(Data records begins)
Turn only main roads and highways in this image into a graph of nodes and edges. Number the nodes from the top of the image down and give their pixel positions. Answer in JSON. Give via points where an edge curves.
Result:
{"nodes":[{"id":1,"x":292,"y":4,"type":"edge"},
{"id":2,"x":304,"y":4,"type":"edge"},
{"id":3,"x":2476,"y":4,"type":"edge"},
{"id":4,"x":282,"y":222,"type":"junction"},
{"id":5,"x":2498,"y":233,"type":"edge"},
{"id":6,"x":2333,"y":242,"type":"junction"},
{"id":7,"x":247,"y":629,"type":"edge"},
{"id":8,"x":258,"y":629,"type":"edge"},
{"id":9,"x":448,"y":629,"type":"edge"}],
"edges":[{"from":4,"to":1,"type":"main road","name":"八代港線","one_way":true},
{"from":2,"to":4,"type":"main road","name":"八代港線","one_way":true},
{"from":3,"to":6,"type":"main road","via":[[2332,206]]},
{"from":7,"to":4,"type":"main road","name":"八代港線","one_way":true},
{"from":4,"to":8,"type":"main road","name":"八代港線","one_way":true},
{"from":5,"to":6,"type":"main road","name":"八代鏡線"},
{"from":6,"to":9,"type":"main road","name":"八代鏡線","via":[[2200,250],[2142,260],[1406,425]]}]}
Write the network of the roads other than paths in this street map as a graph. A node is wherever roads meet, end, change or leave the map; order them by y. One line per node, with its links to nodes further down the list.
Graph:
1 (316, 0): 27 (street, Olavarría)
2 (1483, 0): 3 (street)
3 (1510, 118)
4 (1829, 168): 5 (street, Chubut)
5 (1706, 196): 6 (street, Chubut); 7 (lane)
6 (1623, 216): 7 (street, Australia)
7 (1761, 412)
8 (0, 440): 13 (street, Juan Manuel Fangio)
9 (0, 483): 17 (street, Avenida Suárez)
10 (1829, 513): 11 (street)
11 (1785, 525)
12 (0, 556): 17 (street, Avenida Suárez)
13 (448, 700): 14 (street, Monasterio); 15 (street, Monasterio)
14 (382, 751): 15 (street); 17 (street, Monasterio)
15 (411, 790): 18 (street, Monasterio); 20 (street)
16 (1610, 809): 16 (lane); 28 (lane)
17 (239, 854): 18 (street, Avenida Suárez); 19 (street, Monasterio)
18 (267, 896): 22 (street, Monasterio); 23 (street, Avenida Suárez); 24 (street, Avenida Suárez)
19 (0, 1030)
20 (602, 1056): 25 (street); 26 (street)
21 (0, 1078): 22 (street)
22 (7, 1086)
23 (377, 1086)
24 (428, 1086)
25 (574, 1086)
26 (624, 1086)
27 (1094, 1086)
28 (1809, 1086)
(Data records ends)
Transcribe each line of the listing exactly.

**Exercise output:**
Turn only main roads and highways in this image into a graph of nodes and edges. Number the nodes from the top of the image down and give their pixel positions. Answer in JSON. Give via points where an edge curves.
Result:
{"nodes":[{"id":1,"x":292,"y":4,"type":"edge"},
{"id":2,"x":304,"y":4,"type":"edge"},
{"id":3,"x":2476,"y":4,"type":"edge"},
{"id":4,"x":282,"y":222,"type":"junction"},
{"id":5,"x":2498,"y":233,"type":"edge"},
{"id":6,"x":2333,"y":242,"type":"junction"},
{"id":7,"x":247,"y":629,"type":"edge"},
{"id":8,"x":258,"y":629,"type":"edge"},
{"id":9,"x":448,"y":629,"type":"edge"}],
"edges":[{"from":4,"to":1,"type":"main road","name":"八代港線","one_way":true},
{"from":2,"to":4,"type":"main road","name":"八代港線","one_way":true},
{"from":3,"to":6,"type":"main road","via":[[2332,206]]},
{"from":7,"to":4,"type":"main road","name":"八代港線","one_way":true},
{"from":4,"to":8,"type":"main road","name":"八代港線","one_way":true},
{"from":5,"to":6,"type":"main road","name":"八代鏡線"},
{"from":6,"to":9,"type":"main road","name":"八代鏡線","via":[[2200,250],[2142,260],[1406,425]]}]}
Write the network of the roads other than paths in this street map as a graph. A node is wherever roads meet, end, change or leave the map; order them by y. One line per node, with its links to nodes further down the list.
Graph:
1 (316, 0): 27 (street, Olavarría)
2 (1483, 0): 3 (street)
3 (1510, 118)
4 (1829, 168): 5 (street, Chubut)
5 (1706, 196): 6 (street, Chubut); 7 (lane)
6 (1623, 216): 7 (street, Australia)
7 (1761, 412)
8 (0, 440): 13 (street, Juan Manuel Fangio)
9 (0, 483): 17 (street, Avenida Suárez)
10 (1829, 513): 11 (street)
11 (1785, 525)
12 (0, 556): 17 (street, Avenida Suárez)
13 (448, 700): 14 (street, Monasterio); 15 (street, Monasterio)
14 (382, 751): 15 (street); 17 (street, Monasterio)
15 (411, 790): 18 (street, Monasterio); 20 (street)
16 (1610, 809): 16 (lane); 28 (lane)
17 (239, 854): 18 (street, Avenida Suárez); 19 (street, Monasterio)
18 (267, 896): 22 (street, Monasterio); 23 (street, Avenida Suárez); 24 (street, Avenida Suárez)
19 (0, 1030)
20 (602, 1056): 25 (street); 26 (street)
21 (0, 1078): 22 (street)
22 (7, 1086)
23 (377, 1086)
24 (428, 1086)
25 (574, 1086)
26 (624, 1086)
27 (1094, 1086)
28 (1809, 1086)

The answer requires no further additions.